#### What is being asked
Please copy each line from the entries that contains the string "Burwood".

Collected data
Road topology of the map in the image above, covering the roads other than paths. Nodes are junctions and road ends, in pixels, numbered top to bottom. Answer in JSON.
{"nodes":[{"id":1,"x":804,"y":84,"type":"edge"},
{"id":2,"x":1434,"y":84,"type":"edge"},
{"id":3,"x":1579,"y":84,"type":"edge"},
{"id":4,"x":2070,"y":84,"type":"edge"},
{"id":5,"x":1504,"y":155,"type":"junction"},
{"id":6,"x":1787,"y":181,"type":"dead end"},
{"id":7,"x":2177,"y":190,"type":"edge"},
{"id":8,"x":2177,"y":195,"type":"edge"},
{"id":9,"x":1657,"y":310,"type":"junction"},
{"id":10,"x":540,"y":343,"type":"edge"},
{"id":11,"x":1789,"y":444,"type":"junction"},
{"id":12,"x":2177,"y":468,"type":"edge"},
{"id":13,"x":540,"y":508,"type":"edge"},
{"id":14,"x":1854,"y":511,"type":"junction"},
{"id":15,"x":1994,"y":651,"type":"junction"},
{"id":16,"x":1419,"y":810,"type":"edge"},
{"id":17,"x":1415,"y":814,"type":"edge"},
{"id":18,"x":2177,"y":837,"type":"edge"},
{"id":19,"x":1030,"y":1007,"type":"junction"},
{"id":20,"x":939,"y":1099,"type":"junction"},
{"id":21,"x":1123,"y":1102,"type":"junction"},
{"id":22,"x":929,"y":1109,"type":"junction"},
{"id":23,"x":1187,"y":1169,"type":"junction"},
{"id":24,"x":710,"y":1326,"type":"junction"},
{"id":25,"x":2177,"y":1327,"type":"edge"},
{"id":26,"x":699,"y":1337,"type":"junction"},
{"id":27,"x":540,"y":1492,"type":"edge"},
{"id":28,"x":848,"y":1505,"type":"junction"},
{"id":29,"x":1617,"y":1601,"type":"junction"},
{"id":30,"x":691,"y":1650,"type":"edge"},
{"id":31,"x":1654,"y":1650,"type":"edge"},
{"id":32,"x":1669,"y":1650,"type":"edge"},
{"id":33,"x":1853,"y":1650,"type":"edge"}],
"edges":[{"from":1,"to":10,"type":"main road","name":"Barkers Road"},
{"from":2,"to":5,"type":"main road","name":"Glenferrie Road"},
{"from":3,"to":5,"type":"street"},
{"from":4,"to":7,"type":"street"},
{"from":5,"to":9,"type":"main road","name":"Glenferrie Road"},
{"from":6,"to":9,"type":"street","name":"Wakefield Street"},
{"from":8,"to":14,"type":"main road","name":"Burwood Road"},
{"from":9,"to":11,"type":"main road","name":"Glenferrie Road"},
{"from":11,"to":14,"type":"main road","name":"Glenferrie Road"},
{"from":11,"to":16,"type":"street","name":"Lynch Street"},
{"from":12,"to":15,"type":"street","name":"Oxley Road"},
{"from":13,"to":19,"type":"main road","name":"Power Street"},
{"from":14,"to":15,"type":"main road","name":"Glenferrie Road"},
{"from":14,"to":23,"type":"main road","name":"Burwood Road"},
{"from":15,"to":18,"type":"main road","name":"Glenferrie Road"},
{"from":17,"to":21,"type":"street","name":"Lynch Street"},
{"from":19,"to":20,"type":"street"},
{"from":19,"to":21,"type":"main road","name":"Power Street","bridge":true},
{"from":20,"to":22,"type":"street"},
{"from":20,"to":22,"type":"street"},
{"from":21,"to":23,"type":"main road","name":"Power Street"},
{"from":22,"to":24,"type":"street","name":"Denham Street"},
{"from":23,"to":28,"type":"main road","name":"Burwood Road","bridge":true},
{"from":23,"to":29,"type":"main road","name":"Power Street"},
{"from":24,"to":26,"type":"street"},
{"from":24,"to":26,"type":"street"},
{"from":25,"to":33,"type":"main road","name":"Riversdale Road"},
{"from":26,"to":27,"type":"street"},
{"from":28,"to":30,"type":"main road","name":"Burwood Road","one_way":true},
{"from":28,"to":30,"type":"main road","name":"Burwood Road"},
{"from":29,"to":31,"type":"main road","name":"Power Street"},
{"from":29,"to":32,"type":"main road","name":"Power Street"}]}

#### Reply
{"from":8,"to":14,"type":"main road","name":"Burwood Road"},
{"from":14,"to":23,"type":"main road","name":"Burwood Road"},
{"from":23,"to":28,"type":"main road","name":"Burwood Road","bridge":true},
{"from":28,"to":30,"type":"main road","name":"Burwood Road","one_way":true},
{"from":28,"to":30,"type":"main road","name":"Burwood Road"},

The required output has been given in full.